Para onde vão os sonhos?

Quando era criança – tirando um breve período aos seis anos em que quis ser hospedeira de bordo (aquelas senhoras bonitas que iam a sítios novos todos os dias!) – nunca tive uma profissão em mente. Nunca quis ser médica, professora nem estudar economia. Além disso, na minha família não haviam profissões propiamente ditas: de um lado e de outro, a minha família veio do campo e do mar e os meus pais foram fazendo os trabalhos que apareciam, recados, limpezas, serviço às mesas e afins. Lembro-me, quando comecei o quinto ano de ter que preencher um formulário escolar que perguntava a profissão dos meus pais e eu não sabia o que colocar. Não me lembro do que escrevi, talvez dono de restaurante, mas lembro-me de regressar a casa e a primeira coisa que perguntei foi “qual é a vossa profissão?” e a resposta foi “comerciante”, o que não me disse absolutamente nada.

A minha infância foi simples, porém eu tinha sonhos grandes. O que eu me imaginava a fazer era pensar, escrever, participar em tertúlias, viajar, conectar-me ao outro e (não esqueçamos!) salvar o mundo. Os meus sonhos eram grandes, mas eu não soube deixá-los guiar a minha vida, talvez fossem grandes demais para mim, ou pelo menos, para quem eu era na altura. Mas, agora que já sou crescida, tenho vontade de os revisitar, um a um, de conversar com eles pela noite fora, ver o que me dizem e para onde me querem levar hoje. Tenho vontade de fazer coisas loucas, como soltar todos os bichos do jardim zoológico, como sugeriria o Pedro Strecht ou então, usar o dinheiro do banco para me pagar tempo de escrita, reflexão, conversas e viagens.
Hoje quero ir à procura de mim, fazer espaço e tempo para os meus sonhos e, como dizia António Gedeão, deixar que o sonho comande a minha vida.

Ana

Pedra Filosofal por António Gedeão (extrato)
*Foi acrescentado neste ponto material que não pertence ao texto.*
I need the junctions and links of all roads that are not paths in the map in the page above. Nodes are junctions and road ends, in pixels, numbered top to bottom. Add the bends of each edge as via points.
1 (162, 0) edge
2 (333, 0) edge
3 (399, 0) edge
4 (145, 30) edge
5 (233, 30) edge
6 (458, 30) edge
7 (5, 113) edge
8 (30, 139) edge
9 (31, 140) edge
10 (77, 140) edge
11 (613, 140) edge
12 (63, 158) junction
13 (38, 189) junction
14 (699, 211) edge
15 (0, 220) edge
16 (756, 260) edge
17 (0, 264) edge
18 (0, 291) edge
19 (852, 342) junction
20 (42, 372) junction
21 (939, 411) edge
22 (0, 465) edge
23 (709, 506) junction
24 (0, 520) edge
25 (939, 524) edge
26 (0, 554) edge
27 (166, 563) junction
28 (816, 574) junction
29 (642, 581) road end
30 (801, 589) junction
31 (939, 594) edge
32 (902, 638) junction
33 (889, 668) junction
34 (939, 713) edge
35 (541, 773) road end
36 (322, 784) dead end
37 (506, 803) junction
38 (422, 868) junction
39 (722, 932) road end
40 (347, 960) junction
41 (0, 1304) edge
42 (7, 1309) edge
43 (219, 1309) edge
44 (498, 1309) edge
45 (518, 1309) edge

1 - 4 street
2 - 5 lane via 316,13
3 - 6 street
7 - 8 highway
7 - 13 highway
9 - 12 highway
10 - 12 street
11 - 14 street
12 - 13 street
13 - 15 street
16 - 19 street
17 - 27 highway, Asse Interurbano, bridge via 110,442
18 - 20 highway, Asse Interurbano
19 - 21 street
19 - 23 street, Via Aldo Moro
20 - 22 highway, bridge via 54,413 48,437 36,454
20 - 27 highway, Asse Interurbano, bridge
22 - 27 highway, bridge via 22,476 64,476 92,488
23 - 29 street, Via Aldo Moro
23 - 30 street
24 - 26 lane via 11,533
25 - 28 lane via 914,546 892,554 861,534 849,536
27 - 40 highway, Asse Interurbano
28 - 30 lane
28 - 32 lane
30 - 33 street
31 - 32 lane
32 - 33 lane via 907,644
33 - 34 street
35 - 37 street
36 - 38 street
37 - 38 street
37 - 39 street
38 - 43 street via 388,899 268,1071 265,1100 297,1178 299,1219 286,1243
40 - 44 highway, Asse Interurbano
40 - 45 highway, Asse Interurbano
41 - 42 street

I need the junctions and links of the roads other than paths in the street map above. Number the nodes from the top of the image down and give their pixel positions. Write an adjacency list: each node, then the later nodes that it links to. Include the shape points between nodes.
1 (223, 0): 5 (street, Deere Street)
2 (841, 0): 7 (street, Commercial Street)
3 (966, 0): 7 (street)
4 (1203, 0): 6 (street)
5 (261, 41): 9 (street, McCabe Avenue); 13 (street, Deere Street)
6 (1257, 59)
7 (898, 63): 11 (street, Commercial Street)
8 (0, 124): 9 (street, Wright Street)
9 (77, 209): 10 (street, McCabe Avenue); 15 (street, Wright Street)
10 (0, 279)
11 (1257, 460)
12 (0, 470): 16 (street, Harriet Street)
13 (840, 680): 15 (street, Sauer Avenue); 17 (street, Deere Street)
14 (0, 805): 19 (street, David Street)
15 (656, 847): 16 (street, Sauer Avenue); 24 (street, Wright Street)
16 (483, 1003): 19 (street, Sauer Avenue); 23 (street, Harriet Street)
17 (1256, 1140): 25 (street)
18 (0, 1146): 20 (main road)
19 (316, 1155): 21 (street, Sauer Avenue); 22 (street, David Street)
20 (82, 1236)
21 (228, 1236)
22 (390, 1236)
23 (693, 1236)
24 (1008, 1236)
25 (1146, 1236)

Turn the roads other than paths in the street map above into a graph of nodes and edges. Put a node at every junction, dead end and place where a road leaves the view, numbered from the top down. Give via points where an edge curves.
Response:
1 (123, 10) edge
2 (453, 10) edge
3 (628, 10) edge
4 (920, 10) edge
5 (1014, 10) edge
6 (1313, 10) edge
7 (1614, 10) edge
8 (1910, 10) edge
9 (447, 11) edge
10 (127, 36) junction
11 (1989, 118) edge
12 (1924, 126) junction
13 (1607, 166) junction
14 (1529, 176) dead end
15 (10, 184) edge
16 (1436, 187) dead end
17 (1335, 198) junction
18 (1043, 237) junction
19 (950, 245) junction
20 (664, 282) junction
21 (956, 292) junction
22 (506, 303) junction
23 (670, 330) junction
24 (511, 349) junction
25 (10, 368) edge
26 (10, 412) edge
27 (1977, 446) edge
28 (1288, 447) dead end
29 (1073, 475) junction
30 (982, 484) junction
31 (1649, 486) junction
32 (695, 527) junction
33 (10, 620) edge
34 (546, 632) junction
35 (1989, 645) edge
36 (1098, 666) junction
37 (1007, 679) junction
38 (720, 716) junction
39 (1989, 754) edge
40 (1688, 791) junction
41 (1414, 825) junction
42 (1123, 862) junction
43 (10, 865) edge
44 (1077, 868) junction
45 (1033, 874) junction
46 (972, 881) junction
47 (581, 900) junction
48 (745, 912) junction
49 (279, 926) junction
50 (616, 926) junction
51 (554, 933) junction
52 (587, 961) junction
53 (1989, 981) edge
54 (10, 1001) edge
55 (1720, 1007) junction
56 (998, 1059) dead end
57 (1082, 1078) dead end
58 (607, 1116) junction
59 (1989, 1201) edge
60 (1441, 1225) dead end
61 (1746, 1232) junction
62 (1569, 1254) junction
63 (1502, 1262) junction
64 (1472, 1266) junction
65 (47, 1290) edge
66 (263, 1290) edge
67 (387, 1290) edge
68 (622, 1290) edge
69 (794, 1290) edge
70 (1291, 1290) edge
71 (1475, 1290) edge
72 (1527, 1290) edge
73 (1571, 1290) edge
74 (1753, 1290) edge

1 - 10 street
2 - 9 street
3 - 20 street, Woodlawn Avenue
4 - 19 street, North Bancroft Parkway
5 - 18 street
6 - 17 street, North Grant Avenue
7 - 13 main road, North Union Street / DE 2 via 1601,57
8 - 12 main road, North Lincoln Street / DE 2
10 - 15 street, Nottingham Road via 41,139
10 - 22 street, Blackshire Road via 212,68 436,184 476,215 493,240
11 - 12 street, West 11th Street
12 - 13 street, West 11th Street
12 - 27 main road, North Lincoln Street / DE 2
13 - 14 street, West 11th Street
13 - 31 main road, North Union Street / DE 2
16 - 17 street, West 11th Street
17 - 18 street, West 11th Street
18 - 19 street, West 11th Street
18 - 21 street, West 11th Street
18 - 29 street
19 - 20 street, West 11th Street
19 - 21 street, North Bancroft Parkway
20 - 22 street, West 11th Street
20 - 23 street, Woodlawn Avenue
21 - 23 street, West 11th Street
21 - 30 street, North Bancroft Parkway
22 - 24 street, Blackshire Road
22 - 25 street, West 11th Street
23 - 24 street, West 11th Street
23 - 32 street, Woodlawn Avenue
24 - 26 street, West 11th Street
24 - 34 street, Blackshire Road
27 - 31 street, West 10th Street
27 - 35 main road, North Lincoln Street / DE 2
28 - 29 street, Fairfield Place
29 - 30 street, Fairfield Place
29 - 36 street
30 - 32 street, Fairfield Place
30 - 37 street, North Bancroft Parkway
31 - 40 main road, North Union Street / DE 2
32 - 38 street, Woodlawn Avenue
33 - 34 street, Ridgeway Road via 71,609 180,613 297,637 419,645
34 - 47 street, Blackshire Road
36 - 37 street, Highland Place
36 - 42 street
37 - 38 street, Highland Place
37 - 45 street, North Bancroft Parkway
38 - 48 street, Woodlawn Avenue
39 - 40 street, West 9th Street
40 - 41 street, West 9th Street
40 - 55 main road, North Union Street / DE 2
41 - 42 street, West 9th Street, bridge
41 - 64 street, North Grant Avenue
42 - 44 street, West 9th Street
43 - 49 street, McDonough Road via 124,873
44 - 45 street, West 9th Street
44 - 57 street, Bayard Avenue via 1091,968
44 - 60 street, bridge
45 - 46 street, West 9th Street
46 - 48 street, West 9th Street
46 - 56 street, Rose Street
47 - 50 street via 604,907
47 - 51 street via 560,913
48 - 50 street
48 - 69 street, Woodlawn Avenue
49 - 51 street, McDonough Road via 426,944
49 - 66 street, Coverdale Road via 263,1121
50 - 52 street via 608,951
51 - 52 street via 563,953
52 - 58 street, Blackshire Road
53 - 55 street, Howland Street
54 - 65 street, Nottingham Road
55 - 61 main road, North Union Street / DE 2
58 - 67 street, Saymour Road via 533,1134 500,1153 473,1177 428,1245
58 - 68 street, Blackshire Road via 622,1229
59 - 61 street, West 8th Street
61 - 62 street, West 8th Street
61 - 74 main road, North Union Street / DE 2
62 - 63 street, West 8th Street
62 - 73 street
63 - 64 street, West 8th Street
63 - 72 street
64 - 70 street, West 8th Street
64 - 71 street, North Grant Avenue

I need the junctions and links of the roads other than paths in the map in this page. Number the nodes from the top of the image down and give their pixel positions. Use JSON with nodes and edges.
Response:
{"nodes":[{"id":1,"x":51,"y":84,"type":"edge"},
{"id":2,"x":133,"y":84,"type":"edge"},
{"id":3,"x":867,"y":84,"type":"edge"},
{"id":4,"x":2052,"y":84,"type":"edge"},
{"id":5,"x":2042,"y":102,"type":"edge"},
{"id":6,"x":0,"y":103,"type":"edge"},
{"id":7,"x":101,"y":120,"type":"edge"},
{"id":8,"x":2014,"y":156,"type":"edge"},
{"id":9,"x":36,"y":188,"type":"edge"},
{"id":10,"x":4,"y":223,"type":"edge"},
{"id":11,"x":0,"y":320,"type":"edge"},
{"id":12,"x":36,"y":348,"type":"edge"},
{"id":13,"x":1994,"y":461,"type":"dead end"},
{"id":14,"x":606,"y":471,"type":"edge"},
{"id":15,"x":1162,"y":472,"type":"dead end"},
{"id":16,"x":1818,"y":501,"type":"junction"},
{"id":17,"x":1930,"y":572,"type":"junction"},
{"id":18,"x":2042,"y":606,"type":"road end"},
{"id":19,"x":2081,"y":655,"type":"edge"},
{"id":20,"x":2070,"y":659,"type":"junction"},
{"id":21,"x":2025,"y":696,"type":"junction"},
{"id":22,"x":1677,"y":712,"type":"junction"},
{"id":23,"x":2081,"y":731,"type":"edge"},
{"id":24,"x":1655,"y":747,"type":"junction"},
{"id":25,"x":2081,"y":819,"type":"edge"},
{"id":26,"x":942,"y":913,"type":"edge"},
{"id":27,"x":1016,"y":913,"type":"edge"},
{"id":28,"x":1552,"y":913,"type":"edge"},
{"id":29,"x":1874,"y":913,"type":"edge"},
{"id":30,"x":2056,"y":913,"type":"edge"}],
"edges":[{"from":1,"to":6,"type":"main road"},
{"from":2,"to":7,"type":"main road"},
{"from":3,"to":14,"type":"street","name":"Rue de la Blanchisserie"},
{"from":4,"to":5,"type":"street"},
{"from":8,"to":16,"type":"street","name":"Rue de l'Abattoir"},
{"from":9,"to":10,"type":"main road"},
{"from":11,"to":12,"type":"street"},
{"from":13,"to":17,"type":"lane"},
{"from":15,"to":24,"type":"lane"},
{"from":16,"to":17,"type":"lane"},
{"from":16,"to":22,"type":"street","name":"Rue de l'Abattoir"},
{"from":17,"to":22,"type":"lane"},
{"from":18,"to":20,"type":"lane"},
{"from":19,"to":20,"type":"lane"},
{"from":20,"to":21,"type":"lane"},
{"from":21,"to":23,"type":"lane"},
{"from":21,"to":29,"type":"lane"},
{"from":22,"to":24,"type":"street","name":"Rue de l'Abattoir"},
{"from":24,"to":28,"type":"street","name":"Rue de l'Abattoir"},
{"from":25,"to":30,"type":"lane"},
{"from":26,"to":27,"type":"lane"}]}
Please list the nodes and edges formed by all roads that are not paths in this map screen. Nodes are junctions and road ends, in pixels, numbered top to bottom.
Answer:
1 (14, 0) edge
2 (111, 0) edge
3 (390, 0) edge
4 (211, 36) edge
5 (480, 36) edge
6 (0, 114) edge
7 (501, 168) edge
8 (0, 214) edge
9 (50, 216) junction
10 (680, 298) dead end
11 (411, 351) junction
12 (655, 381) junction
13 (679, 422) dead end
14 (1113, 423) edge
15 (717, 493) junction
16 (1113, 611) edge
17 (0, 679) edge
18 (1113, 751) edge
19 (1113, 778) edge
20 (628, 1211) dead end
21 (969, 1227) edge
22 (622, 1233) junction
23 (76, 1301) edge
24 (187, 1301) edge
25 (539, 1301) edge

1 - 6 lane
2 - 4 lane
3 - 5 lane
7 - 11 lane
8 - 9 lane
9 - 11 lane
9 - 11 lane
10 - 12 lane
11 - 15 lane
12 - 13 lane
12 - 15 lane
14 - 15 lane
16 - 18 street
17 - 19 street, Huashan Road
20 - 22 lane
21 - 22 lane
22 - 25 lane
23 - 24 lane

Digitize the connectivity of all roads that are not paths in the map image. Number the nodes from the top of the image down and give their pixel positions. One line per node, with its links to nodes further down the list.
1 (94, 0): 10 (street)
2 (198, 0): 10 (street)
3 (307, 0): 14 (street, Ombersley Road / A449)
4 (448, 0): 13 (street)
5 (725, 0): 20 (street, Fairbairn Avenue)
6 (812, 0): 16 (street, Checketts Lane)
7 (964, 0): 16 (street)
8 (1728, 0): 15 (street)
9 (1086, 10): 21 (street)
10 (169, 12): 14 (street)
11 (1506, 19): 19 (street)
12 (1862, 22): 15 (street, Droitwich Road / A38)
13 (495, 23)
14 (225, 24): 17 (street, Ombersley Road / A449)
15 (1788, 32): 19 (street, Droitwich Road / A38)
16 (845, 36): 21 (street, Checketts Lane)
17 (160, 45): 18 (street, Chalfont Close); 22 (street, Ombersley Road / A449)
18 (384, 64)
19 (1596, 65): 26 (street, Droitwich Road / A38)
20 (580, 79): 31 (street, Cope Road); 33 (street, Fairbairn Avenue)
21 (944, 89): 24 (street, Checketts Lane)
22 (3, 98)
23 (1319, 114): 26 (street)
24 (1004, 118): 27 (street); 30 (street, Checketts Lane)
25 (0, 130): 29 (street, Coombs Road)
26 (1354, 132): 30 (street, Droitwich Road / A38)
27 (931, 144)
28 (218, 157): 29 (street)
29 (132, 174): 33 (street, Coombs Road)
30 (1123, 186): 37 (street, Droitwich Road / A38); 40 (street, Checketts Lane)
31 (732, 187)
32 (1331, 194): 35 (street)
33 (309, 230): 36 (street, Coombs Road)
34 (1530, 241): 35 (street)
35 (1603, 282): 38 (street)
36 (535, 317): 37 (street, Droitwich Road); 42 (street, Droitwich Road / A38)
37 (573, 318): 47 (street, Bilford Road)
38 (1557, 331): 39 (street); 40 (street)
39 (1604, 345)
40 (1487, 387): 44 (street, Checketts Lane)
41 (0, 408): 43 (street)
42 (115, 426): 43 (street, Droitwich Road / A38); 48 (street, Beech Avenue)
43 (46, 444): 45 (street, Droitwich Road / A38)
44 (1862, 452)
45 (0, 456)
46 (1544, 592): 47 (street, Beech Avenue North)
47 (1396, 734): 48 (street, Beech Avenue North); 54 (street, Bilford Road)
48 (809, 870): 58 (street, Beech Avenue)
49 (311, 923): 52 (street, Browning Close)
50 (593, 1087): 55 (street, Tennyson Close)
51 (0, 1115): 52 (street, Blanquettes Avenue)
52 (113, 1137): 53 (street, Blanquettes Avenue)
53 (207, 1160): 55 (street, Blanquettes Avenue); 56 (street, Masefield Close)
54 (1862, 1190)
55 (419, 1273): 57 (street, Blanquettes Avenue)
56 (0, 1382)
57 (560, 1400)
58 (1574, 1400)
Eles não sabem que o sonho
é uma constante da vida
tão concreta e definida
como outra coisa qualquer,
como esta pedra cinzenta
em que me sento e descanso,
como este ribeiro manso
em serenos sobressaltos,
como estes pinheiros altos
que em verde e oiro se agitam,
como estas aves que gritam
em bebedeiras de azul.
(…)
Eles não sabem, nem sonham,
que o sonho comanda a vida.
Que sempre que um homem sonha
o mundo pula e avança
como bola colorida
entre as mãos de uma criança.

(traduzido do português)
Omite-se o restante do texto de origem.